Werf необходим ssh-ключ пользователя в следующих случаях:

  1. Клонирование удаленного git-репозитория, указанного в файле конфигурации werf.yaml.
  2. Инструкции сборки образа требуют доступа к внешним данным по ssh.

По умолчанию (без указания каких-либо параметров) werf пытается использовать ssh-agent запущенный в системе, проверяя его доступность с помощью переменной окружения SSH_AUTH_SOCK.

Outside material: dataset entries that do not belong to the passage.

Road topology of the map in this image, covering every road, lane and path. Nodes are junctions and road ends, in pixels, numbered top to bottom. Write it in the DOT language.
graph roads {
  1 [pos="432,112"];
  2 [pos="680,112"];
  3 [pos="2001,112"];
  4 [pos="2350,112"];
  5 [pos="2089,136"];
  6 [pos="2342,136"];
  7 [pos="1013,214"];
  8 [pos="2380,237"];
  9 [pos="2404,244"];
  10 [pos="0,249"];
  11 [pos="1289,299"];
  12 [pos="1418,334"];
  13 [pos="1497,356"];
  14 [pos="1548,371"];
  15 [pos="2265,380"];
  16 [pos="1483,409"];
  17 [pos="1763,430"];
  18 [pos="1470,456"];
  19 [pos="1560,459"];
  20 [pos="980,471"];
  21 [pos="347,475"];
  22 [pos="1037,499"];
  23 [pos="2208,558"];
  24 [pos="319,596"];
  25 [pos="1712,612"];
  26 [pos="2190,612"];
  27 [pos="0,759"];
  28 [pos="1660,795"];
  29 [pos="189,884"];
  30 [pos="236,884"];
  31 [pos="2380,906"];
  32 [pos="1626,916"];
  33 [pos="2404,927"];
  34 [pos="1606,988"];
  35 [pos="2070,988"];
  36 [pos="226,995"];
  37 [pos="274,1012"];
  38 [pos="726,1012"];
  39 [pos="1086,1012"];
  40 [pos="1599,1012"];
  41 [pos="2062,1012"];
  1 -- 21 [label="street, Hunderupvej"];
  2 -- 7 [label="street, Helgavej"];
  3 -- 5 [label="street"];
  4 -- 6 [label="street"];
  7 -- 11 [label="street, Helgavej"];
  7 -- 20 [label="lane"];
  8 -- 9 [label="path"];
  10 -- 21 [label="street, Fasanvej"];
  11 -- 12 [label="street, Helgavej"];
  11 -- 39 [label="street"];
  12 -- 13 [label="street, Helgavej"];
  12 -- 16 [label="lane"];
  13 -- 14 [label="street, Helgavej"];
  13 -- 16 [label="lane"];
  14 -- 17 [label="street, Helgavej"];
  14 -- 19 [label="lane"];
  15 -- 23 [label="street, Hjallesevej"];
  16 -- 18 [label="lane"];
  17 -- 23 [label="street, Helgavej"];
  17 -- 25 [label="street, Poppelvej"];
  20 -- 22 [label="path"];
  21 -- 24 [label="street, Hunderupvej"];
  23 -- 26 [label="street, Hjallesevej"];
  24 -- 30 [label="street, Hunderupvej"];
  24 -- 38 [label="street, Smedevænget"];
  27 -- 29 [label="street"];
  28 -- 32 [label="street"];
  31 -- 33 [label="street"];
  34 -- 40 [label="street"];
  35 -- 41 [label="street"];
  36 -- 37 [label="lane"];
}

В случае отсутствия в системе запущенного ssh-агента, werf пытается выступать в качестве ssh-клиента, для чего использует ssh-ключ пользователя по умолчанию, т.е. (~/.ssh/id_rsa|id_dsa). Если werf обнаруживает один из этих файлов, то выполняется запуск временного ssh-агента с добавлением найденных ключей.

Для использования только конкретных ssh-ключей, необходимо указывать опцию запуска --ssh-key PRIVATE_KEY_FILE_PATH (может быть указана несколько раз, для указания нескольких ssh-ключей). В этом случае werf выполняет запуск временного ssh-агента и добавляет ему только указанные ssh-ключи.

Как werf работает с ssh-агентом

При работе с удаленными git-репозиториями используется UNIX-сокет SSH_AUTH_SOCK, который монтируется во все сборочные контейнеры. Таким образом, сборочные инструкции могут использовать ssh-агент через указанный UNIX-сокет.

ЗАМЕЧАНИЕ Существует ограничение, из-за которого только пользователь root внутри сборочного контейнера имеет доступ к UNIX-сокету из переменной окружения SSH_AUTH_SOCK.

Временный ssh-агент

werf может запускать временный ssh-агент для работы некоторых команд. Такой ssh-агент завершает работу при завершении работы соответствующей команды werf. В случае если в системе есть запущенный ssh-агент, то запускаемый werf временный ssh-агент не конфликтует с запущенным в системе ssh-агентом.